Around that time he met Faye Paige, a point guard, sprinter and hurdler at Cal State Long Beach. Spotting her at a summer league game, Holmes recalled saying to a friend: “See that No. 10? She’s going to be my wife, and we’re going to make some All-Americans.”

Fortunately he didn’t pay any attention to his professors in the social sciences. As someone with well-above-average athletic talent, he was aware that by marrying a woman who also had athletic talent he would maximize his changes of having a child who was a “genius-level” athlete. He carried out his plan, augmenting his genetic selection of his wife by providing an ideal environment for creating a basketball star — what behavior geneticists label a passive genotype-environment interaction (i.e., a meshing of genes and environment to maximize genetic potential, as when parents with high genetic potential for intelligence read books to the child, talk to the child using relatively complex age-appropriate sentences, and make sure the child gets the best possible education).

Off the court, Holmes has been putting on a clinic on how to mint an NBA millionaire.

He made sure Muhammad worked out with some of the sport’s finest trainers. He enrolled his son in one of the nation’s best high school basketball programs. He helped create a team tailored to showcase his boy’s strengths in the high-profile summer circuit. And somewhere along the line, a year was shaved off his son’s stated age, giving Muhammad an edge over players in his age group. …
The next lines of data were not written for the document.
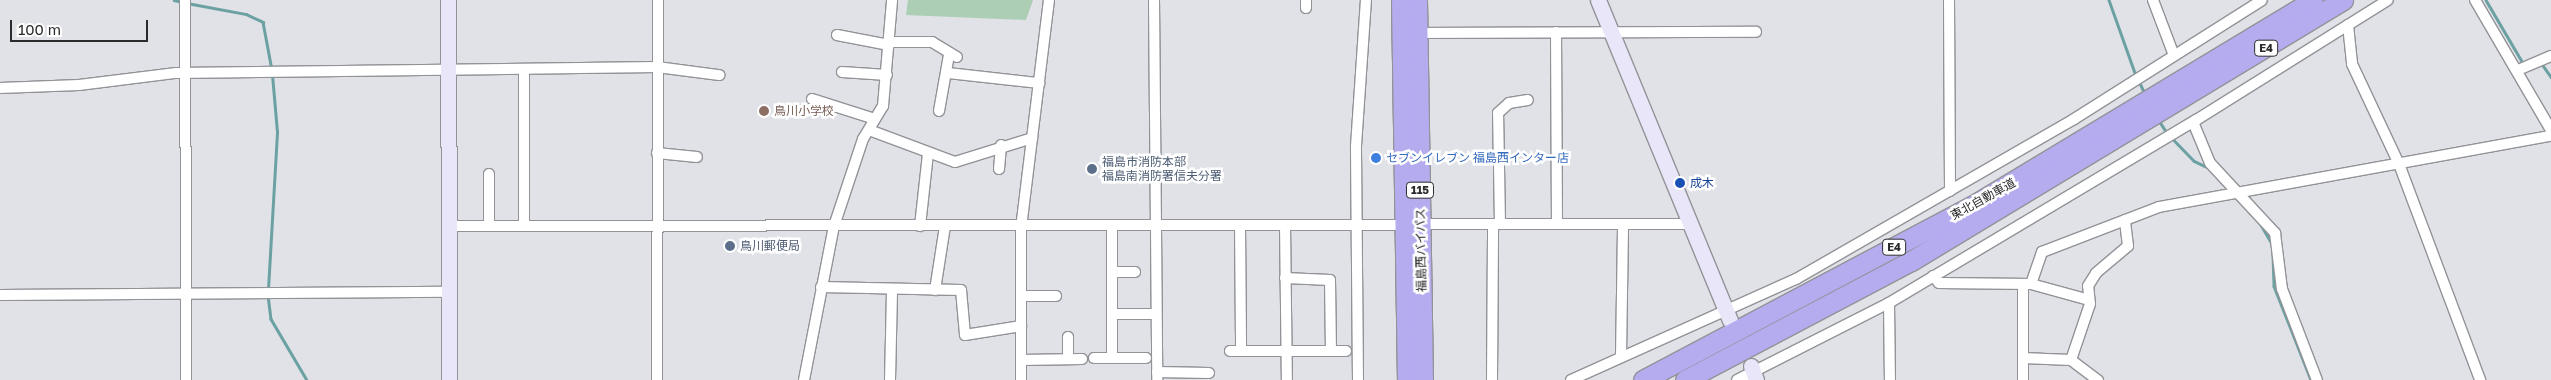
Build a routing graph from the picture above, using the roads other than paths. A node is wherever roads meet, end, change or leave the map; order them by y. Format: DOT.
graph roads {
  1 [pos="185,0"];
  2 [pos="448,0"];
  3 [pos="658,0"];
  4 [pos="892,0"];
  5 [pos="1050,0"];
  6 [pos="1154,0"];
  7 [pos="1366,0"];
  8 [pos="1401,0"];
  9 [pos="1417,0"];
  10 [pos="1598,0"];
  11 [pos="1949,0"];
  12 [pos="2153,0"];
  13 [pos="2262,0"];
  14 [pos="2313,0"];
  15 [pos="2343,0"];
  16 [pos="2388,0"];
  17 [pos="2475,0"];
  18 [pos="2348,25"];
  19 [pos="1556,32"];
  20 [pos="1756,32"];
  21 [pos="1417,33"];
  22 [pos="837,35"];
  23 [pos="1612,35"];
  24 [pos="889,43"];
  25 [pos="2174,53"];
  26 [pos="2551,56"];
  27 [pos="657,66"];
  28 [pos="448,69"];
  29 [pos="524,70"];
  30 [pos="2518,70"];
  31 [pos="842,72"];
  32 [pos="186,73"];
  33 [pos="948,73"];
  34 [pos="719,75"];
  35 [pos="887,75"];
  36 [pos="1039,82"];
  37 [pos="0,88"];
  38 [pos="2184,88"];
  39 [pos="812,99"];
  40 [pos="1528,100"];
  41 [pos="939,111"];
  42 [pos="2145,112"];
  43 [pos="875,120"];
  44 [pos="2193,122"];
  45 [pos="868,130"];
  46 [pos="2551,130"];
  47 [pos="2551,136"];
  48 [pos="1032,138"];
  49 [pos="1000,145"];
  50 [pos="657,153"];
  51 [pos="928,154"];
  52 [pos="697,157"];
  53 [pos="2399,164"];
  54 [pos="999,169"];
  55 [pos="490,174"];
  56 [pos="1950,191"];
  57 [pos="2238,192"];
  58 [pos="2125,220"];
  59 [pos="1357,224"];
  60 [pos="1412,224"];
  61 [pos="1496,224"];
  62 [pos="1557,224"];
  63 [pos="1623,224"];
  64 [pos="1691,224"];
  65 [pos="1240,225"];
  66 [pos="1284,225"];
  67 [pos="450,226"];
  68 [pos="489,226"];
  69 [pos="524,226"];
  70 [pos="657,226"];
  71 [pos="834,226"];
  72 [pos="920,226"];
  73 [pos="945,226"];
  74 [pos="1112,226"];
  75 [pos="1156,226"];
  76 [pos="1021,228"];
  77 [pos="1112,272"];
  78 [pos="1135,272"];
  79 [pos="1933,276"];
  80 [pos="1285,278"];
  81 [pos="2027,285"];
  82 [pos="821,287"];
  83 [pos="892,289"];
  84 [pos="935,290"];
  85 [pos="450,292"];
  86 [pos="0,294"];
  87 [pos="186,294"];
  88 [pos="1021,296"];
  89 [pos="1056,296"];
  90 [pos="2089,300"];
  91 [pos="1889,302"];
  92 [pos="1112,314"];
  93 [pos="1156,314"];
  94 [pos="1729,315"];
  95 [pos="1021,326"];
  96 [pos="1068,337"];
  97 [pos="1346,350"];
  98 [pos="1230,351"];
  99 [pos="1241,351"];
  100 [pos="1286,351"];
  101 [pos="1331,351"];
  102 [pos="1621,356"];
  103 [pos="1094,358"];
  104 [pos="1112,358"];
  105 [pos="1146,358"];
  106 [pos="2023,358"];
  107 [pos="1068,359"];
  108 [pos="1082,359"];
  109 [pos="1021,360"];
  110 [pos="2071,360"];
  111 [pos="1753,372"];
  112 [pos="1209,373"];
  113 [pos="1157,376"];
  114 [pos="186,380"];
  115 [pos="450,380"];
  116 [pos="657,380"];
  117 [pos="804,380"];
  118 [pos="890,380"];
  119 [pos="1021,380"];
  120 [pos="1286,380"];
  121 [pos="1358,380"];
  122 [pos="1407,380"];
  123 [pos="1423,380"];
  124 [pos="1492,380"];
  125 [pos="1571,380"];
  126 [pos="1644,380"];
  127 [pos="1685,380"];
  128 [pos="1737,380"];
  129 [pos="1890,380"];
  130 [pos="2023,380"];
  131 [pos="2098,380"];
  132 [pos="2317,380"];
  133 [pos="2480,380"];
  1 -- 32 [label="street"];
  2 -- 28 [label="street"];
  3 -- 27 [label="street"];
  4 -- 24 [label="street"];
  5 -- 36 [label="street"];
  6 -- 75 [label="street"];
  7 -- 59 [label="street"];
  8 -- 60 [label="highway, 福島西バイパス / 115"];
  9 -- 21 [label="highway, 福島西バイパス / 115"];
  10 -- 23 [label="street"];
  11 -- 56 [label="street"];
  12 -- 25 [label="street"];
  13 -- 25 [label="street"];
  14 -- 38 [label="highway, 東北自動車道 / E4"];
  15 -- 38 [label="highway, 東北自動車道 / E4"];
  16 -- 18 [label="street"];
  17 -- 30 [label="street"];
  18 -- 44 [label="street"];
  18 -- 53 [label="street"];
  19 -- 21 [label="street"];
  19 -- 23 [label="street"];
  19 -- 62 [label="street"];
  20 -- 23 [label="street"];
  21 -- 60 [label="highway, 福島西バイパス / 115"];
  22 -- 24 [label="street"];
  23 -- 64 [label="street"];
  24 -- 33 [label="street"];
  24 -- 35 [label="street"];
  25 -- 56 [label="street"];
  26 -- 30 [label="street"];
  27 -- 29 [label="street"];
  27 -- 34 [label="street"];
  27 -- 50 [label="street"];
  28 -- 29 [label="street"];
  28 -- 32 [label="street"];
  28 -- 67 [label="street"];
  29 -- 69 [label="street"];
  30 -- 46 [label="street"];
  31 -- 35 [label="street"];
  32 -- 37 [label="street"];
  32 -- 87 [label="street"];
  33 -- 36 [label="street"];
  33 -- 41 [label="street"];
  35 -- 43 [label="street"];
  36 -- 48 [label="street"];
  38 -- 42 [label="highway, 東北自動車道 / E4"];
  39 -- 43 [label="street"];
  40 -- 61 [label="street"];
  42 -- 126 [label="highway, 東北自動車道 / E4"];
  42 -- 127 [label="highway, 東北自動車道 / E4"];
  43 -- 45 [label="street"];
  44 -- 57 [label="street"];
  44 -- 79 [label="street"];
  45 -- 51 [label="street"];
  45 -- 71 [label="street"];
  47 -- 53 [label="street"];
  48 -- 49 [label="street"];
  48 -- 76 [label="street"];
  49 -- 51 [label="street"];
  49 -- 54 [label="street"];
  50 -- 52 [label="street"];
  50 -- 70 [label="street"];
  51 -- 72 [label="street"];
  53 -- 57 [label="street"];
  53 -- 133 [label="street"];
  55 -- 68 [label="street"];
  56 -- 94 [label="street"];
  57 -- 58 [label="street"];
  57 -- 132 [label="street"];
  58 -- 81 [label="street"];
  58 -- 90 [label="street"];
  59 -- 60 [label="street"];
  59 -- 66 [label="street"];
  59 -- 121 [label="street"];
  60 -- 61 [label="street"];
  60 -- 122 [label="highway, 福島西バイパス / 115"];
  60 -- 123 [label="highway, 福島西バイパス / 115"];
  61 -- 62 [label="street"];
  61 -- 124 [label="street"];
  62 -- 63 [label="street"];
  63 -- 64 [label="street"];
  63 -- 102 [label="street"];
  64 -- 94 [label="street"];
  65 -- 66 [label="street"];
  65 -- 75 [label="street"];
  65 -- 99 [label="street"];
  66 -- 80 [label="street"];
  67 -- 68 [label="street"];
  67 -- 85 [label="street"];
  68 -- 69 [label="street"];
  69 -- 70 [label="street"];
  70 -- 71 [label="street"];
  70 -- 116 [label="street"];
  71 -- 72 [label="street"];
  71 -- 82 [label="street"];
  72 -- 73 [label="street"];
  73 -- 76 [label="street"];
  73 -- 84 [label="street"];
  74 -- 75 [label="street"];
  74 -- 76 [label="street"];
  74 -- 77 [label="street"];
  75 -- 93 [label="street"];
  76 -- 88 [label="street"];
  77 -- 78 [label="street"];
  77 -- 92 [label="street"];
  79 -- 81 [label="street"];
  79 -- 91 [label="street"];
  80 -- 100 [label="street"];
  80 -- 101 [label="street"];
  81 -- 90 [label="street"];
  81 -- 106 [label="street"];
  82 -- 83 [label="street"];
  82 -- 117 [label="street"];
  83 -- 84 [label="street"];
  83 -- 118 [label="street"];
  84 -- 95 [label="street"];
  85 -- 87 [label="street"];
  85 -- 115 [label="street"];
  86 -- 87 [label="street"];
  87 -- 114 [label="street"];
  88 -- 89 [label="street"];
  88 -- 95 [label="street"];
  90 -- 110 [label="street"];
  91 -- 111 [label="street"];
  91 -- 129 [label="street"];
  92 -- 93 [label="street"];
  92 -- 104 [label="street"];
  93 -- 113 [label="street"];
  94 -- 102 [label="street"];
  95 -- 109 [label="street"];
  96 -- 107 [label="street"];
  97 -- 101 [label="street"];
  98 -- 99 [label="street"];
  99 -- 100 [label="street"];
  100 -- 101 [label="street"];
  100 -- 120 [label="street"];
  102 -- 125 [label="street"];
  103 -- 104 [label="street"];
  104 -- 105 [label="street"];
  106 -- 110 [label="street"];
  106 -- 130 [label="street"];
  107 -- 108 [label="street"];
  107 -- 109 [label="street"];
  109 -- 119 [label="street"];
  110 -- 131 [label="street"];
  111 -- 128 [label="street"];
  112 -- 113 [label="street"];
}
The father decided long ago that he would make the system work for him. For years, Holmes has tirelessly promoted the Shabazz Muhammad brand to scouts, journalists, money managers and others. Holmes navigated every difficulty, including a potentially devastating NCAA sanction that ultimately sidelined his son for only a few games. …

Driven by his father, Muhammad spent countless hours in the gym. Because his son suffered from a mild case of Tourette’s syndrome, which can cause tics and other problems, Holmes told him he had to work that much harder.

While other teenagers bagged groceries after school, Muhammad crisscrossed the nation, attending dozens of camps and tournaments where scouts would tweet about his progress, post videos and document his ascent in the newsletters they peddle to college coaches. …

With Muhammad now projected as a top-five pick in June’s NBA draft, Holmes’ investment is about to pay off.

So while the West engages in wishful thinking on eugenics, someone like Holmes is able to work the system by not listening to the messages being put out by the academic elites.

Another example, that didn’t turn out well, is Marv Marinovich, father of Todd Marinovich, the NFL quarterback whose career was cut short by drug addiction. ”Todd’s mother, Trudi, came from an accomplished athletic family. Marinovich won’t say that the potential for athlete-producing genes is the first quality he has sought in a prospective mother. But it is ‘one factor.’ He also paid close attention to Todd’s environment: ”Marv …  knew which vitamin supplements he and his wife should take to conceive a perfectly healthy child. It was Marv who applied Eastern Bloc training techniques, insisting that Todd discipline his mind and body and forgo Big Macs, sugar and hanging out at the beach.” Again, an awareness of how genes and environments mesh to maximize potential.

I suppose it’s possible that Holmes’ dream could be short-circuited in the same way: Selecting for athletic talent doesn’t necessarily select for good executive control, and fathers can’t control the environments their children choose once they become adults.

But if Holmes’ project works out, I suspect that Shabazz will be very generous with his father when the money starts rolling in later this year. Given all the time and energy he put into this project, he certainly deserves it.